L’Iliade et l’Odyssée du pont Rion-Antirion
Chaque nouvelle opération est un défi
Mais ces opérations ne sont que le prélude à une intervention dont la banalité dissimule la difficulté. Le ferraillage intensif puis le remplissage en mer des immenses puits par du béton frais sont aussi de véritables défis. Sous un soleil sans aucune indulgence, les ouvriers installent en effet dans les colonnes un ferraillage dont la densité peu courante atteint 400 à 900 Kg par m3. Une architecture complexe d’acier qui doit rendre l’ouvrage quasi-indestructible. Quant au béton, il doit comme les piliers, lui aussi voyager en mer. Une opération qui se joue pour sa part contre la montre.
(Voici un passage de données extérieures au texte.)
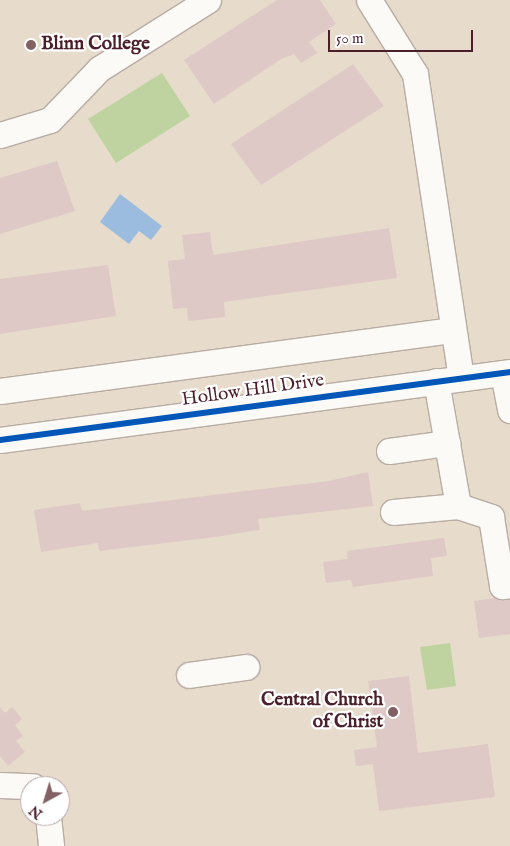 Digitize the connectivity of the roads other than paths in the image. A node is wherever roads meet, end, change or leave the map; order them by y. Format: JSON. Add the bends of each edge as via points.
{"nodes":[{"id":1,"x":208,"y":0,"type":"edge"},
{"id":2,"x":369,"y":0,"type":"edge"},
{"id":3,"x":0,"y":135,"type":"edge"},
{"id":4,"x":454,"y":330,"type":"junction"},
{"id":5,"x":506,"y":373,"type":"edge"},
{"id":6,"x":461,"y":378,"type":"junction"},
{"id":7,"x":436,"y":381,"type":"junction"},
{"id":8,"x":0,"y":391,"type":"edge"},
{"id":9,"x":510,"y":410,"type":"edge"},
{"id":10,"x":0,"y":440,"type":"edge"},
{"id":11,"x":447,"y":443,"type":"junction"},
{"id":12,"x":389,"y":451,"type":"dead end"},
{"id":13,"x":458,"y":506,"type":"junction"},
{"id":14,"x":393,"y":512,"type":"dead end"},
{"id":15,"x":510,"y":585,"type":"edge"},
{"id":16,"x":246,"y":667,"type":"dead end"},
{"id":17,"x":189,"y":675,"type":"dead end"},
{"id":18,"x":0,"y":785,"type":"edge"},
{"id":19,"x":20,"y":786,"type":"edge"},
{"id":20,"x":49,"y":826,"type":"edge"},
{"id":21,"x":51,"y":846,"type":"edge"}],
"edges":[{"from":1,"to":3,"type":"street","via":[[99,69],[50,120]]},
{"from":2,"to":4,"type":"street","via":[[414,74]]},
{"from":4,"to":6,"type":"street"},
{"from":4,"to":8,"type":"street"},
{"from":5,"to":6,"type":"street","name":"Hollow Hill Drive"},
{"from":5,"to":9,"type":"street"},
{"from":6,"to":7,"type":"street","name":"Hollow Hill Drive"},
{"from":7,"to":10,"type":"street","name":"Hollow Hill Drive"},
{"from":7,"to":11,"type":"street"},
{"from":11,"to":12,"type":"street"},
{"from":11,"to":13,"type":"street"},
{"from":13,"to":14,"type":"street"},
{"from":13,"to":15,"type":"street","via":[[491,517],[502,586]]},
{"from":16,"to":17,"type":"street"},
{"from":18,"to":19,"type":"street"},
{"from":20,"to":21,"type":"street"}]}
En effet, le béton est produit à terre à partir de 2 centrales à raison de 30 à 40 m3/heure, à une température qui ne doit pas dépasser les 30 degrés. Les coulées se font donc toujours hors des heures chaudes. Chaque formule de béton est particulière car elle est ajustée au regard des contraintes structurelles de l’ouvrage. Une production supervisée sous l’œil intraitable d’une femme, Chrystelle Laborde, la responsable béton du chantier. Transporté dans des toupies et acheminé par une flottille de bateaux, le béton doit alors atteindre impérativement en moins de 3 heures son point de coulée. Au-delà, c’est la fin de sa durée de vie. Ultime précaution, il contient un super plastifiant sophistiqué fabriqué par la Sté Chryso, le Chrysofluid Optima 100. Un produit qui outre une forte réduction d’eau, offre un maintien de rhéologie 3 à 5 fois supérieur à un adjuvant classique. Une aide très précieuse pour les bétons autoplaçants. Au final, les têtes de piles qui viendront chapeauter ces obélisques herculéens seront à leur tour surmontées de quatre jambes, en haut desquelles viendront à leur tour se fixer les haubans du pont. Ces monuments émergeants de l’azur domineront pour longtemps la mer ionienne et les côtes grecques à 160 mètres au-dessus des flots. Le pont de Rion-Antarion, une fois terminé, sera à sa façon, à 3 000 ans d’intervalle, un hommage de taille aux ingénieurs qui ont donné à la Grèce ses plus beaux monuments. Un majestueux salut, au-delà des frontières temporelles, entre des constructeurs habités d’une même passion.